The 128T router uses this technique for its "protected interface" failover; by assigning the same
shared-phys-address on two interfaces spanning two nodes that comprise a router, you can have those nodes elect an active owner of the interface, and transfer ownership to the partner node in the event of a failure.
Thus, enabling this behavior only requires assigning a unique
shared-phys-address that is shared between the two devices. Furthermore, for the reasons mentioned above, this
shared-phys-address must be otherwise unique on its broadcast domain.
We have observed cases where broadcast domains span much further than anticipated, and reusing the same
shared-phys-address on two routers many miles apart has contributed to difficult-to-diagnose issues. In one instance, a nationwide enterprise branch location shared a common broadcast domain with anoter branch location over 12 miles away, using the same ISP.
Furthermore, data suggests that the issue may not necessarily be limited to broadcast domains; if an ISP uses shared DHCP servers that cover many broadcast domains, these may be unwilling to issue DHCP leases to two different broadcast domains if the DHCP requests share a common L2 source address. For this reason, in the remainder of the document we will refer to the problem as existing in a common "domain," which may represent either a broadcast domain or a DHCP domain.
If MAC addresses are not unique in a domain, this will lead to peculiar behavior as observed by the network admin. An interface may suddenly "lose" its IP address, and dutifully send DHCP requests to acquire a new address, but have those requests go unanswered. Then, without warning, it will suddenly spring to life and acquire an IP address.
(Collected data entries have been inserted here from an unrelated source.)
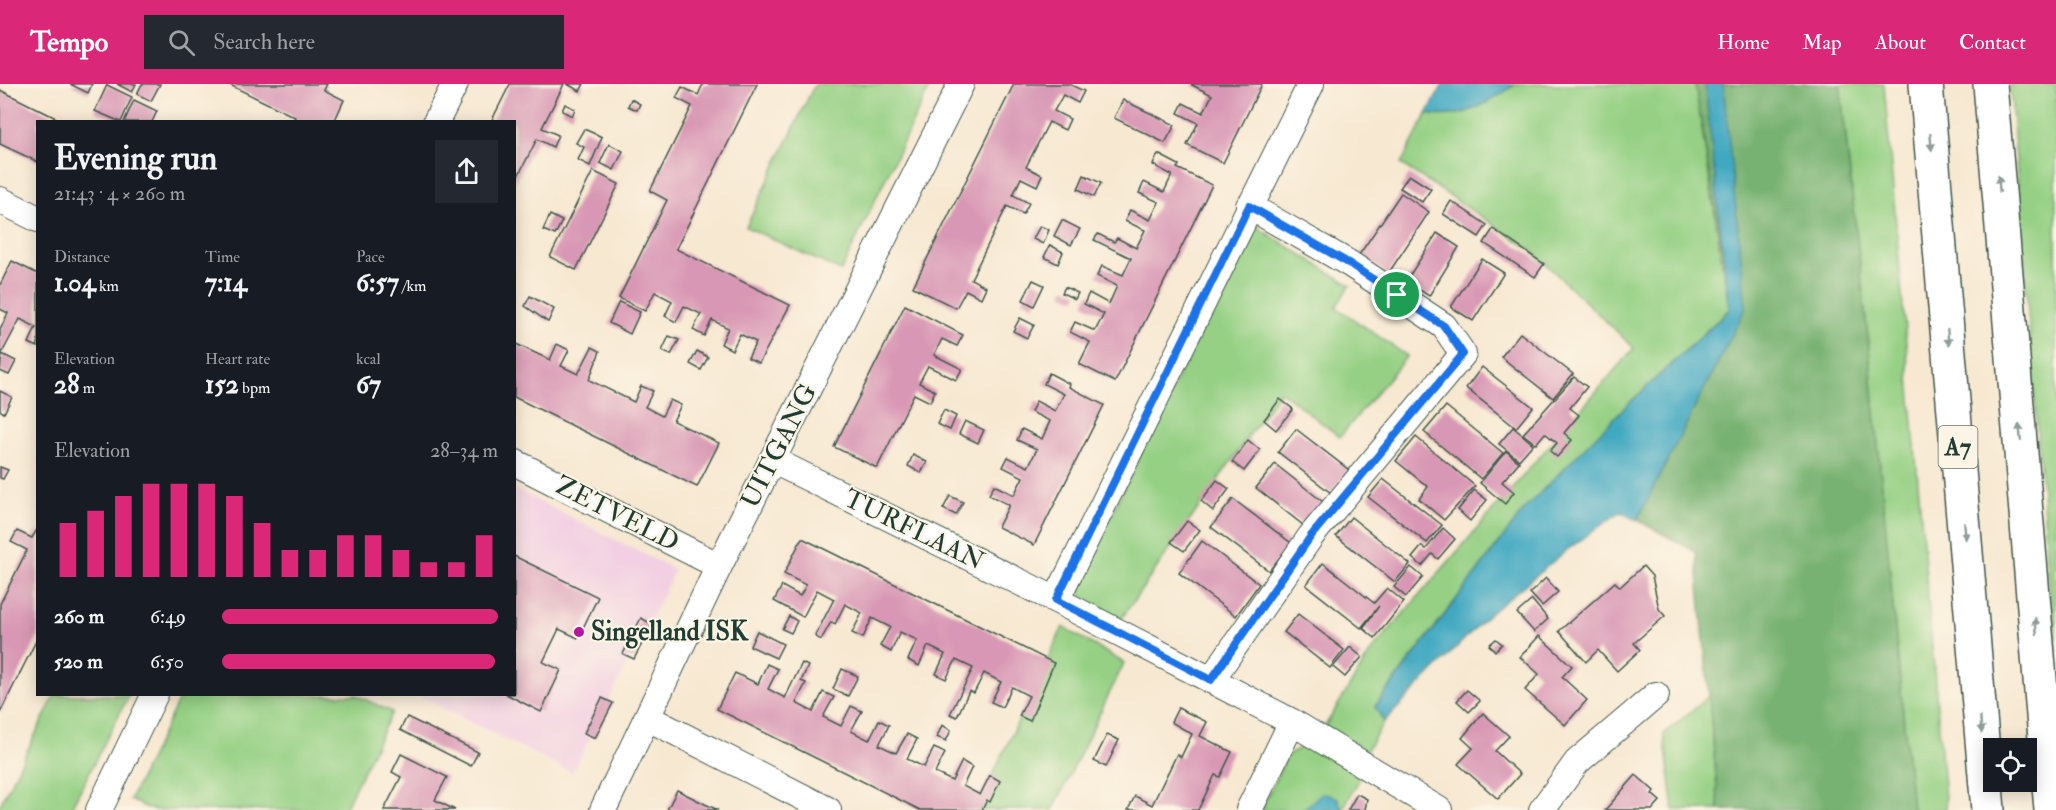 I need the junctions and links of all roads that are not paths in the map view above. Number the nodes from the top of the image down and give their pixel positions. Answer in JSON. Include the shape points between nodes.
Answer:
{"nodes":[{"id":1,"x":961,"y":84,"type":"edge"},
{"id":2,"x":1311,"y":84,"type":"edge"},
{"id":3,"x":1926,"y":84,"type":"edge"},
{"id":4,"x":1990,"y":84,"type":"edge"},
{"id":5,"x":450,"y":86,"type":"edge"},
{"id":6,"x":437,"y":120,"type":"edge"},
{"id":7,"x":0,"y":200,"type":"edge"},
{"id":8,"x":1249,"y":206,"type":"junction"},
{"id":9,"x":36,"y":218,"type":"edge"},
{"id":10,"x":772,"y":460,"type":"junction"},
{"id":11,"x":516,"y":463,"type":"edge"},
{"id":12,"x":719,"y":566,"type":"junction"},
{"id":13,"x":1056,"y":600,"type":"junction"},
{"id":14,"x":1211,"y":680,"type":"junction"},
{"id":15,"x":1656,"y":694,"type":"dead end"},
{"id":16,"x":154,"y":696,"type":"edge"},
{"id":17,"x":648,"y":718,"type":"junction"},
{"id":18,"x":1292,"y":722,"type":"junction"},
{"id":19,"x":108,"y":807,"type":"edge"},
{"id":20,"x":603,"y":810,"type":"edge"},
{"id":21,"x":828,"y":810,"type":"edge"},
{"id":22,"x":1249,"y":810,"type":"edge"},
{"id":23,"x":1439,"y":810,"type":"edge"},
{"id":24,"x":1542,"y":810,"type":"edge"},
{"id":25,"x":1988,"y":810,"type":"edge"},
{"id":26,"x":2051,"y":810,"type":"edge"}],
"edges":[{"from":1,"to":10,"type":"street","name":"UITGANG"},
{"from":2,"to":8,"type":"street"},
{"from":3,"to":25,"type":"highway","number":"A7","one_way":true},
{"from":26,"to":4,"type":"highway","one_way":true},
{"from":5,"to":6,"type":"street"},
{"from":7,"to":9,"type":"street"},
{"from":8,"to":13,"type":"street"},
{"from":8,"to":14,"type":"street","via":[[1350,264],[1444,326],[1463,354],[1311,536]]},
{"from":10,"to":12,"type":"street","name":"UITGANG"},
{"from":10,"to":13,"type":"street","name":"TURFLAAN"},
{"from":11,"to":12,"type":"street","name":"ZETVELD"},
{"from":12,"to":17,"type":"street","name":"UITGANG"},
{"from":13,"to":14,"type":"street","name":"TURFLAAN"},
{"from":14,"to":18,"type":"street","name":"TURFLAAN"},
{"from":15,"to":24,"type":"street","via":[[1577,762]]},
{"from":16,"to":19,"type":"street"},
{"from":17,"to":20,"type":"street","name":"UITGANG"},
{"from":17,"to":21,"type":"street"},
{"from":18,"to":22,"type":"street"},
{"from":18,"to":23,"type":"street","name":"TURFLAAN"}]} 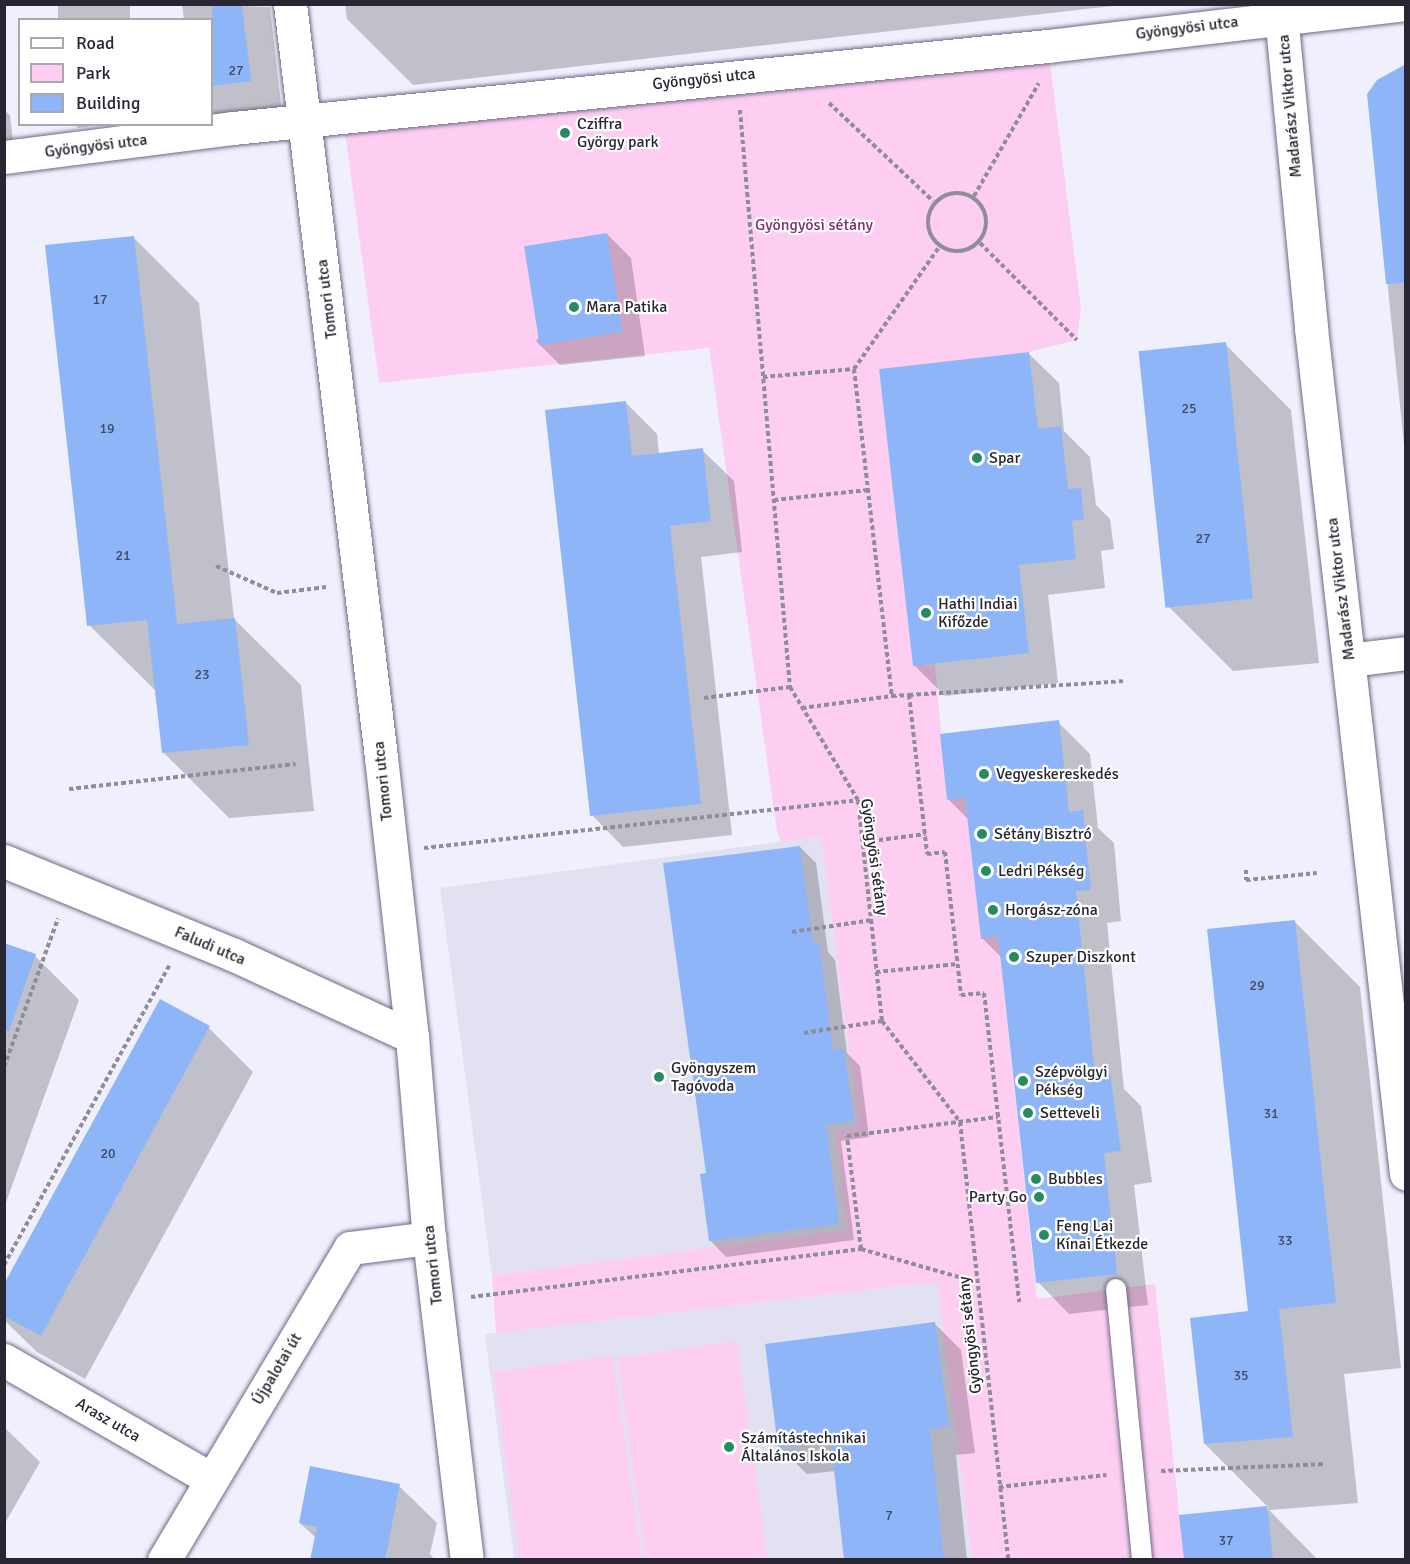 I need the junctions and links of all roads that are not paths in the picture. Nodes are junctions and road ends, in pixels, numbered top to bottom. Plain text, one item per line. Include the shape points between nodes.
1 (290, 4) edge
2 (1404, 4) edge
3 (1281, 11) edge
4 (303, 121) junction
5 (4, 157) edge
6 (1406, 653) edge
7 (1349, 660) junction
8 (4, 861) edge
9 (412, 1037) junction
10 (1406, 1174) edge
11 (429, 1238) junction
12 (1116, 1289) dead end
13 (4, 1360) edge
14 (211, 1479) junction
15 (164, 1560) edge
16 (467, 1560) edge
17 (1142, 1560) edge

1 - 4 street, Tomori utca
2 - 3 street, Gyöngyösi utca
3 - 4 street, Gyöngyösi utca via 1062,44
3 - 7 street, Madarász Viktor utca via 1311,328
4 - 5 street, Gyöngyösi utca
4 - 9 street, Tomori utca
6 - 7 street
7 - 10 street, Madarász Viktor utca
8 - 9 street, Faludi utca via 186,935
9 - 11 street, Tomori utca
11 - 14 street, Újpalotai út via 350,1248
11 - 16 street, Tomori utca
12 - 17 lane
13 - 14 street, Arasz utca
14 - 15 street, Újpalotai út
When you see a DHCP-enabled interface that has an
<empty> value for its address, this is a possible culprit. An example is below (output is truncated to fit the page):
As you can see here, the DIA interface has no IP address. Capturing packets on that interface (using a
len>0 filter or equivalent) will confirm that the interface is sending DHCP requests. However, if the ISP has already issued a DHCP lease for the MAC address requesting an IP address, these requests may go unanswered.
To avoid colliding MAC addresses within a domain, we must ensure each is unique. In one representative deployment, the enterprise uses four digit numbers to uniquely identify each location. Thus, we leveraged the last two octets of the
shared-phys-address to insert this four digit identifier. For example, the branch 1234 uses the MAC address
5a:1f:2b:57:12:34, and the branch 5678 uses the MAC address
5a:1f:2b:57:56:78. While this does not guarantee that MAC addresses are unique within a domain (since another device could conceivably have one of those two addresses "natively"), the chances are far, far more remote.
To rectify the problem, we must change the
shared-phys-address on both the A and B nodes in a router.
Additionally, for specific deployments where the two nodes in a router are not persistently connected to the same L2 interface at the same time, we recommend configuring Linux's MAC address on that interface to match the one that will be used by the 128T software. (This is because we have observed certain business-class DIA circuits that will only issue one IP/MAC binding at a time, and if Linux has a different MAC than 128T, the host's MAC may take a lease at the expense of 128T's MAC.)
This is done by editing the
MACADDR field within
/etc/sysconfig/network-scripts/ifcfg-<ifname>. Ensure this matches the MAC configured within 128T's configuration.
This is NOT TO BE DONE for "traditional" high availability deployments where both interfaces are plugged into the same L2 broadcast domain at the same time. This is because stopping 128T on one node will cause Linux to ARP out for the MAC address, which will cause disruption to service for its counterpart that is still running.